そこで今回は、短期滞在ビザの中でも「ビジネス目的で日本に来る目的の短期商用ビザ」について解説していきます。
目次
短期滞在ビザの種類とは?
短期滞在ビザは、「90日以内の短期で日本に来る場合に取得するビザ(査証)」になります。
国によっては90日以内の短期間の滞在であれば、ビザ免除国と言われるビザなしで日本に入国できる国(アメリカやイギリス・韓国など)もありますが、ビザ免除国ではない国の方が日本に来る場合には、1日の滞在でもビザ(査証)の取得が必要になります。
ビザ免除国ついてはこちら
※コロナ禍においては、ビザ免除国含めて、すべての国籍の方が短期滞在ビザの申請が必要になっています。

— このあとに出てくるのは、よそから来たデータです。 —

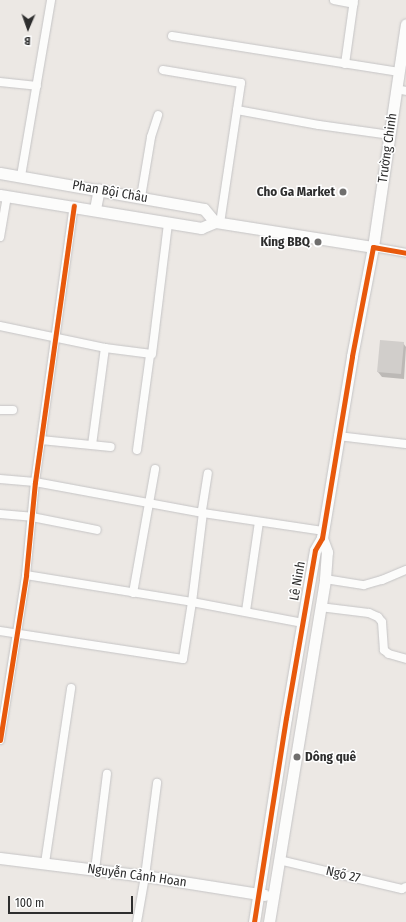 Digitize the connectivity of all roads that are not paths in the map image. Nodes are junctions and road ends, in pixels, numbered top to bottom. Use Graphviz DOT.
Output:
graph roads {
  1 [pos="50,0"];
  2 [pos="334,0"];
  3 [pos="354,2"];
  4 [pos="406,24"];
  5 [pos="172,36"];
  6 [pos="345,64"];
  7 [pos="163,70"];
  8 [pos="399,72"];
  9 [pos="0,82"];
  10 [pos="38,86"];
  11 [pos="401,90"];
  12 [pos="237,110"];
  13 [pos="158,115"];
  14 [pos="390,134"];
  15 [pos="0,173"];
  16 [pos="21,176"];
  17 [pos="99,190"];
  18 [pos="4,195"];
  19 [pos="141,197"];
  20 [pos="74,206"];
  21 [pos="95,209"];
  22 [pos="168,223"];
  23 [pos="217,223"];
  24 [pos="0,237"];
  25 [pos="373,247"];
  26 [pos="406,253"];
  27 [pos="0,326"];
  28 [pos="56,338"];
  29 [pos="105,348"];
  30 [pos="150,355"];
  31 [pos="0,410"];
  32 [pos="13,410"];
  33 [pos="338,436"];
  34 [pos="42,440"];
  35 [pos="406,444"];
  36 [pos="92,445"];
  37 [pos="111,447"];
  38 [pos="137,450"];
  39 [pos="155,469"];
  40 [pos="208,472"];
  41 [pos="0,479"];
  42 [pos="35,482"];
  43 [pos="148,502"];
  44 [pos="203,513"];
  45 [pos="0,514"];
  46 [pos="32,517"];
  47 [pos="259,522"];
  48 [pos="97,530"];
  49 [pos="322,535"];
  50 [pos="406,570"];
  51 [pos="26,575"];
  52 [pos="324,579"];
  53 [pos="133,593"];
  54 [pos="192,602"];
  55 [pos="320,607"];
  56 [pos="246,611"];
  57 [pos="302,623"];
  58 [pos="0,631"];
  59 [pos="16,634"];
  60 [pos="406,659"];
  61 [pos="72,688"];
  62 [pos="286,718"];
  63 [pos="301,721"];
  64 [pos="0,740"];
  65 [pos="107,774"];
  66 [pos="157,783"];
  67 [pos="0,858"];
  68 [pos="279,860"];
  69 [pos="45,863"];
  70 [pos="95,870"];
  71 [pos="145,876"];
  72 [pos="406,887"];
  73 [pos="258,894"];
  74 [pos="273,896"];
  75 [pos="137,922"];
  76 [pos="254,922"];
  77 [pos="268,922"];
  1 -- 10 [label="street"];
  2 -- 3 [label="street"];
  3 -- 6 [label="street"];
  4 -- 8 [label="street, Trường Chinh"];
  5 -- 6 [label="street"];
  6 -- 8 [label="street"];
  7 -- 12 [label="street"];
  8 -- 11 [label="street, Trường Chinh"];
  9 -- 10 [label="street"];
  10 -- 16 [label="street"];
  11 -- 14 [label="street, Trường Chinh"];
  12 -- 14 [label="street"];
  12 -- 23 [label="street"];
  13 -- 19 [label="street"];
  14 -- 25 [label="street, Trường Chinh"];
  15 -- 16 [label="street, Phan Bội Châu"];
  16 -- 17 [label="street, Phan Bội Châu"];
  17 -- 19 [label="street, Phan Bội Châu"];
  17 -- 21 [label="street"];
  18 -- 20 [label="street, Phan Bội Châu"];
  18 -- 24 [label="street"];
  19 -- 23 [label="street, Phan Bội Châu"];
  20 -- 21 [label="street, Phan Bội Châu"];
  20 -- 28 [label="street"];
  21 -- 22 [label="street, Phan Bội Châu"];
  22 -- 23 [label="street, Phan Bội Châu"];
  22 -- 30 [label="street"];
  23 -- 25 [label="street, Phan Bội Châu"];
  25 -- 26 [label="street"];
  25 -- 33 [label="street, Lê Ninh"];
  27 -- 28 [label="street"];
  28 -- 29 [label="street"];
  28 -- 34 [label="street"];
  29 -- 30 [label="street"];
  29 -- 36 [label="street"];
  30 -- 38 [label="street"];
  31 -- 32 [label="street"];
  33 -- 35 [label="street"];
  33 -- 49 [label="street, Lê Ninh"];
  34 -- 36 [label="street"];
  34 -- 42 [label="street"];
  36 -- 37 [label="street"];
  39 -- 43 [label="street"];
  40 -- 44 [label="street"];
  41 -- 42 [label="street"];
  42 -- 43 [label="street"];
  42 -- 46 [label="street"];
  43 -- 44 [label="street"];
  43 -- 53 [label="street"];
  44 -- 47 [label="street"];
  44 -- 54 [label="street"];
  45 -- 46 [label="street"];
  46 -- 48 [label="street"];
  46 -- 51 [label="street"];
  47 -- 49 [label="street"];
  47 -- 56 [label="street"];
  49 -- 52 [label="street, Lê Ninh"];
  49 -- 57 [label="street, Lê Ninh"];
  50 -- 52 [label="street"];
  51 -- 53 [label="street"];
  51 -- 59 [label="street"];
  52 -- 55 [label="street, Lê Ninh"];
  53 -- 54 [label="street"];
  54 -- 56 [label="street"];
  54 -- 59 [label="street"];
  55 -- 60 [label="street"];
  55 -- 63 [label="street, Lê Ninh"];
  56 -- 57 [label="street"];
  57 -- 62 [label="street, Lê Ninh"];
  58 -- 59 [label="street"];
  59 -- 64 [label="street"];
  61 -- 69 [label="street"];
  62 -- 63 [label="street"];
  62 -- 73 [label="street, Lê Ninh"];
  63 -- 68 [label="street, Lê Ninh"];
  65 -- 70 [label="street"];
  66 -- 71 [label="street"];
  67 -- 69 [label="street, Nguyễn Cảnh Hoan"];
  68 -- 72 [label="street, Ngõ 27"];
  68 -- 74 [label="street, Lê Ninh"];
  69 -- 70 [label="street, Nguyễn Cảnh Hoan"];
  70 -- 71 [label="street, Nguyễn Cảnh Hoan"];
  71 -- 73 [label="street, Nguyễn Cảnh Hoan"];
  71 -- 75 [label="street"];
  73 -- 74 [label="street, Nguyễn Cảnh Hoan"];
  73 -- 76 [label="street, Lê Ninh"];
  74 -- 77 [label="street, Lê Ninh"];
}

そして取得するビザにも4つの種類があり、日本に来る目的によって取得する短期滞在ビザが変わってきますが、ビジネス目的で来日する場合は「短期商用」という種類の短期滞在ビザが必要です。
短期滞在ビザの種類
- 観光
- 知人訪問
- 親族訪問
- 短期商用
短期滞在ビザは最大で90日取得できる
短期滞在ビザは、15日・30日・90日の3種類の期間で発行され、日本での滞在日数によってもらえる日付が異なります。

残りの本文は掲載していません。